(Collected data entries)
Segment Open
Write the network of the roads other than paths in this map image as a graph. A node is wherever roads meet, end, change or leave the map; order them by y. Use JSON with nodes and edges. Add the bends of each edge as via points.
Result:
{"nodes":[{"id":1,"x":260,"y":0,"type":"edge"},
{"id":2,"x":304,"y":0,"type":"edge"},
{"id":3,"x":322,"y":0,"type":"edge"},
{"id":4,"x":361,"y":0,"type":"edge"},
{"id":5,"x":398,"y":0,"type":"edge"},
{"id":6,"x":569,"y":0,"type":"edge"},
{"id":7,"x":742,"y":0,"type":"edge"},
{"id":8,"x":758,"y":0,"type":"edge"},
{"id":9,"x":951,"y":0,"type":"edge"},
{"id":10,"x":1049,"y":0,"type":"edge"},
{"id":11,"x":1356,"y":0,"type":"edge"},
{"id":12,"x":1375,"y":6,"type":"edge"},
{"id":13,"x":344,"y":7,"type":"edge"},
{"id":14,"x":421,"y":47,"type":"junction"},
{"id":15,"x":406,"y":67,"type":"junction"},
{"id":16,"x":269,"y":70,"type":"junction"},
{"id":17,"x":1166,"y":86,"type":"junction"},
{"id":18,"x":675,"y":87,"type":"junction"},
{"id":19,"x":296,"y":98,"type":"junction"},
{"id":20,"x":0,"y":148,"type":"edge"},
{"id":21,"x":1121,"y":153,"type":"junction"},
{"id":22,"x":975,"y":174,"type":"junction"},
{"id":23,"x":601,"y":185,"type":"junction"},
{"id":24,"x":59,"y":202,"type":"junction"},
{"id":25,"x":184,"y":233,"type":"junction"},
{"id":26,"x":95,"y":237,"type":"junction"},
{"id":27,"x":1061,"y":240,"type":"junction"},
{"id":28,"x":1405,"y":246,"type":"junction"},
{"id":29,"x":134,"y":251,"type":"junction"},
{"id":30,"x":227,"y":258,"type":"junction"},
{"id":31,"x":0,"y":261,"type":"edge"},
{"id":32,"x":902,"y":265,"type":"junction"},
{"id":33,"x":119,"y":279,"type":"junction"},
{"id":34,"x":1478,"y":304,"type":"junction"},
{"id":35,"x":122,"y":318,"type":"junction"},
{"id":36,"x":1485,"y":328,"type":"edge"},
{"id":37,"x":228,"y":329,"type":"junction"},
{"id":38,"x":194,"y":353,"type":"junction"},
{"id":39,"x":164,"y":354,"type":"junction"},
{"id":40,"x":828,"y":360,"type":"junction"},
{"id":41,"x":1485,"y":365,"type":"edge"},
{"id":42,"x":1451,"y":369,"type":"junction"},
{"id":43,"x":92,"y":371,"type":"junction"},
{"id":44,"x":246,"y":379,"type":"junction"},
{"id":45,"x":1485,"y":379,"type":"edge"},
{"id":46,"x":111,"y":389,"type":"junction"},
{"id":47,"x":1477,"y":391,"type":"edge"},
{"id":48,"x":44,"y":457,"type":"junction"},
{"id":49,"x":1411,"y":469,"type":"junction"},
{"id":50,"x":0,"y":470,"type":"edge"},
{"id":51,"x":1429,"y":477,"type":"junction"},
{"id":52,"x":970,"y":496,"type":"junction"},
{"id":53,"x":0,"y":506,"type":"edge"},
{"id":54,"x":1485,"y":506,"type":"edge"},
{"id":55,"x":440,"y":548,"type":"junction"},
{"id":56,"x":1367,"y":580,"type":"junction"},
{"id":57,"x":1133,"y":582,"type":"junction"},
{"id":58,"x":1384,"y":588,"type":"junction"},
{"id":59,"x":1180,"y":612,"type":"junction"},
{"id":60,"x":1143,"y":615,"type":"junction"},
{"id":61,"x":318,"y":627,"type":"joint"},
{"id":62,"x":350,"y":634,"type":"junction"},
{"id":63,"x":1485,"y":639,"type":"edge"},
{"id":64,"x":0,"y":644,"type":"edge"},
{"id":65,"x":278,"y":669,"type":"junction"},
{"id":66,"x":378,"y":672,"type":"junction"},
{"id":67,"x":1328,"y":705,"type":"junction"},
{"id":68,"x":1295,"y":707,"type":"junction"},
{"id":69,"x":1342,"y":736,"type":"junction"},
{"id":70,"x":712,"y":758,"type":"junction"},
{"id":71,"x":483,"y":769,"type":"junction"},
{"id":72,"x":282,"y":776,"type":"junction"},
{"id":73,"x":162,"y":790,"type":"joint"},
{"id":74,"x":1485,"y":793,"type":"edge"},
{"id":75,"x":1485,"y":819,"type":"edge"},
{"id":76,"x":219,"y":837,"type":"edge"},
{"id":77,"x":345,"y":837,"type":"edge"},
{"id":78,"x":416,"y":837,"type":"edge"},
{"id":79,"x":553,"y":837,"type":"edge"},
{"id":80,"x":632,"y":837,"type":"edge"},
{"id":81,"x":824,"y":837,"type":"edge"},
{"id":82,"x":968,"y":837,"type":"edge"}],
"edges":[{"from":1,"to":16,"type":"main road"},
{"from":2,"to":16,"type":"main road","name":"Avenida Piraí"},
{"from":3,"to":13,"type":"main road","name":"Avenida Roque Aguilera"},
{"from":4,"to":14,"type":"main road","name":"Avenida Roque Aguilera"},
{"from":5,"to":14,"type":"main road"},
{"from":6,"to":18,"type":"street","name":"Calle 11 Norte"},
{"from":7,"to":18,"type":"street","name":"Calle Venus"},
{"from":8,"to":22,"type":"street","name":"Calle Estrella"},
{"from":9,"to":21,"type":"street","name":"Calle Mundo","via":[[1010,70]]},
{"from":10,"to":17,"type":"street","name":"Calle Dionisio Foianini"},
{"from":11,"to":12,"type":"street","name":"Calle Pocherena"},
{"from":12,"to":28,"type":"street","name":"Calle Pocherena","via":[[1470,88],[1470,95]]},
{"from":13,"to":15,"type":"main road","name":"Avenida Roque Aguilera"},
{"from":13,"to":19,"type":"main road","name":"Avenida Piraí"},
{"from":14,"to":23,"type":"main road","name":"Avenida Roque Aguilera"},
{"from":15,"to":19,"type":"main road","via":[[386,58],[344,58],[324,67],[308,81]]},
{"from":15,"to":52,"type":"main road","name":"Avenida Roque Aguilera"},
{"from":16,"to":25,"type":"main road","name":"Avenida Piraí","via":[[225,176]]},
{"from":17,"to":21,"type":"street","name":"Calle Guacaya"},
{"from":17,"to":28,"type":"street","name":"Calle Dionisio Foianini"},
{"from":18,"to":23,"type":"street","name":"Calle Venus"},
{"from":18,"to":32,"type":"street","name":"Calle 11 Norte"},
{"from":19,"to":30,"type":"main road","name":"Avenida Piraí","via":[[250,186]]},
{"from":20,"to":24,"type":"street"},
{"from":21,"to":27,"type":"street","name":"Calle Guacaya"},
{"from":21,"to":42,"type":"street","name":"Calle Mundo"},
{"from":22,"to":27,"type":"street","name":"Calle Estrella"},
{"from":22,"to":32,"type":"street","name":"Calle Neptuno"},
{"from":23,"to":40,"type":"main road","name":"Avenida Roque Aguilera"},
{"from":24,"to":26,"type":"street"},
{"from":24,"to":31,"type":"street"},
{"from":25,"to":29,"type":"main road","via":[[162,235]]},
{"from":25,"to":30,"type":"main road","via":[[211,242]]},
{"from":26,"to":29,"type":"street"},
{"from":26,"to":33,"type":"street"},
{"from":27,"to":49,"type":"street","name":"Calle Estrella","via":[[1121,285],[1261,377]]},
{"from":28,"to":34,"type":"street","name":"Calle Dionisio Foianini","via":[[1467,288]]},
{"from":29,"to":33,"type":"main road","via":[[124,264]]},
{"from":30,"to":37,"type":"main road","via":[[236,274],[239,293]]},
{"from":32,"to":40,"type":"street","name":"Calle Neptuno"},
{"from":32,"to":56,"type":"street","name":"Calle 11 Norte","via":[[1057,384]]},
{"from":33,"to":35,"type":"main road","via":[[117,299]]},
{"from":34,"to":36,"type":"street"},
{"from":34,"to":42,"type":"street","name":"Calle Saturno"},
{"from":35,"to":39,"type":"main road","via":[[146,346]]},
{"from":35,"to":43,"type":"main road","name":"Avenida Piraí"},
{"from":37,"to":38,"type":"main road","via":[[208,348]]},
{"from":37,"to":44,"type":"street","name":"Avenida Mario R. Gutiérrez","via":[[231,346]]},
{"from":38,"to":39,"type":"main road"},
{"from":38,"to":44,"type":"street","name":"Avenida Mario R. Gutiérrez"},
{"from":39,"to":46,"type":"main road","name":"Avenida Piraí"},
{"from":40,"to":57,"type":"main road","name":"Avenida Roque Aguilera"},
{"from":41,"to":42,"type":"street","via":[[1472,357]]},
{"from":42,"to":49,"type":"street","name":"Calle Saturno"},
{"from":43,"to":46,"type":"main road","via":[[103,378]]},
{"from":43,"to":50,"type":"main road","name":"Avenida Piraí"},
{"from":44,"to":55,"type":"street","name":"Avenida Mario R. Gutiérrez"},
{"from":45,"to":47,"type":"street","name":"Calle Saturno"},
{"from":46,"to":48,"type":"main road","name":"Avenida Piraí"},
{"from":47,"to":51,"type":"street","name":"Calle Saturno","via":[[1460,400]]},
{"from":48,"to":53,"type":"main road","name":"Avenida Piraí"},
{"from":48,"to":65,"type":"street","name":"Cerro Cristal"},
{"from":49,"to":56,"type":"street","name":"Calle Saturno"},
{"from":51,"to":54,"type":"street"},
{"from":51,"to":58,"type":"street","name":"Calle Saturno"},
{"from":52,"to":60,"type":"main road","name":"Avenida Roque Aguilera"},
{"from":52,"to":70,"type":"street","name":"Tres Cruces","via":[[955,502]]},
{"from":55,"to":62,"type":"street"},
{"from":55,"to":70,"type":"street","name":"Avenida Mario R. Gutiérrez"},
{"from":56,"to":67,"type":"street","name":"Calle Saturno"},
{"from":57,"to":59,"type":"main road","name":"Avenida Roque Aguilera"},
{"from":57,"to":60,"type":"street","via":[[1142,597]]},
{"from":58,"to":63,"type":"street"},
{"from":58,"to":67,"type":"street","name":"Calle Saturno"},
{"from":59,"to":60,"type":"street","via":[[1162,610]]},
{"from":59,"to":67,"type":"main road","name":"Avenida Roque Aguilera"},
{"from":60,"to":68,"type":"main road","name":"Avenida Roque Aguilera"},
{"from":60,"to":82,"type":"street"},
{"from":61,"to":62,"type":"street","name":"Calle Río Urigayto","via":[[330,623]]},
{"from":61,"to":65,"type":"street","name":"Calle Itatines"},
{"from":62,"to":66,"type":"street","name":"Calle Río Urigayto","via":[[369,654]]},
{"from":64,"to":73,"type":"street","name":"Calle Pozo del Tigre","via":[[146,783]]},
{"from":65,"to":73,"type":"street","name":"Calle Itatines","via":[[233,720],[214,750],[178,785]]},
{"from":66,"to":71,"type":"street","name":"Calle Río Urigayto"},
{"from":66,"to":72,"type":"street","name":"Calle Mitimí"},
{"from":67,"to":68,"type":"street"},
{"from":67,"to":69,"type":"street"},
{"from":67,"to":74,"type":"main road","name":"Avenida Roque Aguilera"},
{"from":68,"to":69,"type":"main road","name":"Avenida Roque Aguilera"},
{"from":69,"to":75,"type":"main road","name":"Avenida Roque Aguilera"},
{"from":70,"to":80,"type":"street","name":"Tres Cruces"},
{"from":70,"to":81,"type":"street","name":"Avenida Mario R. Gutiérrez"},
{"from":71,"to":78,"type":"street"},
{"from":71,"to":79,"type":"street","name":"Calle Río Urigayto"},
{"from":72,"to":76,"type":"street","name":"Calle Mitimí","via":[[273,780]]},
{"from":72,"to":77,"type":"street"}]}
Segment Closed
_Work to be completed_
Report, from the entries above, each line where "Piraí" is found.

_Result below_
{"from":2,"to":16,"type":"main road","name":"Avenida Piraí"},
{"from":13,"to":19,"type":"main road","name":"Avenida Piraí"},
{"from":16,"to":25,"type":"main road","name":"Avenida Piraí","via":[[225,176]]},
{"from":19,"to":30,"type":"main road","name":"Avenida Piraí","via":[[250,186]]},
{"from":35,"to":43,"type":"main road","name":"Avenida Piraí"},
{"from":39,"to":46,"type":"main road","name":"Avenida Piraí"},
{"from":43,"to":50,"type":"main road","name":"Avenida Piraí"},
{"from":46,"to":48,"type":"main road","name":"Avenida Piraí"},
{"from":48,"to":53,"type":"main road","name":"Avenida Piraí"},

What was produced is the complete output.